Without arrogance or judgmentalism the paper laid out the following seven reasons:

  1. 1. Deceptive and manipulative ordination procedures

  2. 2. “A man ought not to cover his head,” referring to required hat-wearing as part of formal attire for men

  3. 3. “Stand by thyself, come not near to me, I am holier than thou,” focusing on Eastern exclusivity

  4. 4. There will be no changes, highlighting a desperate, deliberate attempt to mislead the unsuspecting, trusting members of the congregation

  5. 5. Using bishop statements to overthrow the Conferring Fellowship, throwing light on intentional violations of written rules and procedures

  6. 6. When people can’t talk, pointing out that loss of trust amplifies itself in a climate of fear and intimidation

  7. 7. Why the bishops? In essence baptismal vows have morphed into promises to support the bishop board decisions in the effort to promote the growth and unity of the EPMC

The paper insisted that as individuals the bishops were not bad at heart; their problem, they feared each other at the expense of fearing God. They needed to help God make right things happen. The paper portrayed the bishops as The Emperor Who Had No Clothes. Such is the consequence when leaders lose the trust of those they lead. Understandably, the version that circulated had no signature, even though the public was led to understand the author had identified himself to the bishop who had given him assignment.

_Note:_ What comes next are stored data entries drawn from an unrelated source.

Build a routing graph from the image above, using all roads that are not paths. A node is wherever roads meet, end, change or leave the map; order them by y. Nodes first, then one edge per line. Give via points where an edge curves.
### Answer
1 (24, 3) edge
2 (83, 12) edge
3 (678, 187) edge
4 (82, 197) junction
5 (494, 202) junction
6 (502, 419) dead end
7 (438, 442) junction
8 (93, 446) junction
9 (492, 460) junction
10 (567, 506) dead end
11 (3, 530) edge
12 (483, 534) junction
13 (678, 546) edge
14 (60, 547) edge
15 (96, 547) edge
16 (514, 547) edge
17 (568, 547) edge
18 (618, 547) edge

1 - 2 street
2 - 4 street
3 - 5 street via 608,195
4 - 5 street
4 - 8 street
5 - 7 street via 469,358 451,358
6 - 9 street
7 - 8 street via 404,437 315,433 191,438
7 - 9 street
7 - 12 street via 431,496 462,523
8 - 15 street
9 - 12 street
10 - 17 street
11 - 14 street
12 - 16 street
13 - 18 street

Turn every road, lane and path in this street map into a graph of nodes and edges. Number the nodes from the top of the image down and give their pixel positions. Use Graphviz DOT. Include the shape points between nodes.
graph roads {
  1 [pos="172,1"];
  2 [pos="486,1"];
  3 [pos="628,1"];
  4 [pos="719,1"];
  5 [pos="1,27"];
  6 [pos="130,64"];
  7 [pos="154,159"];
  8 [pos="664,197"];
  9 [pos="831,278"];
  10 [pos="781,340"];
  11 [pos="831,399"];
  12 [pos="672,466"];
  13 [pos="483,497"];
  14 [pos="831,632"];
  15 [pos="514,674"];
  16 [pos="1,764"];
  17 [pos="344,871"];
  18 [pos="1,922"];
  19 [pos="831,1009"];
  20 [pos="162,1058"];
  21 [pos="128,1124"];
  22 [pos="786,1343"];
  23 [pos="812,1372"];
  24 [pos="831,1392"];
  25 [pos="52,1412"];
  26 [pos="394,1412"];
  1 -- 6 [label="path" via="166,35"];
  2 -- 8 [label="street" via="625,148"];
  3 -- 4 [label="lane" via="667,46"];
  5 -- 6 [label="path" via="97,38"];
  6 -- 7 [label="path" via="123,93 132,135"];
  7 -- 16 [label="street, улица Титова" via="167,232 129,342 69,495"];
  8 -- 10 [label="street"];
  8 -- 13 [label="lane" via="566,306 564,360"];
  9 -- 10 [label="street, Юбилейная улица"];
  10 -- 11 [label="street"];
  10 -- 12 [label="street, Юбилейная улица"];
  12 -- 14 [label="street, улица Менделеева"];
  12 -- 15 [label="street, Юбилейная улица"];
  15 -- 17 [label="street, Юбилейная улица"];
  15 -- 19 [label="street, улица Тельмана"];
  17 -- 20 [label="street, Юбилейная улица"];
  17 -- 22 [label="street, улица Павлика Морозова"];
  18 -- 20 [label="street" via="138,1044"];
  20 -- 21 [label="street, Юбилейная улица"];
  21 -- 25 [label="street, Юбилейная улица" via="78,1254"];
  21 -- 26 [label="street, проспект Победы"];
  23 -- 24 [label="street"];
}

Leo Tolstoy said it well, “I know that most men, including those at ease with problems of the greatest complexity, can seldom accept even the simplest and most obvious truth if it be such as would oblige them to admit the falsity of conclusions which they delighted in explaining to colleagues, which they have proudly taught to others, and which they have woven, thread by thread, into the fabric of their lives.”

History continues to unfold…

Aaron Shank’s choices in leadership example spared his part of the flock from such treatment. He chose servanthood leadership that expressed vision, wisdom, and Christ-honoring leadership long before 2019. He paid a high price for his courageous leadership during the formation of the Pilgrim Mennonite Conference and he kept repeating, “There should have been a better way…” He did not need to experience the final painful consequences, because he was trusted by his people throughout his life. He trusted Christ first and understood by faith that eventually Christ and His Way is blessed indeed.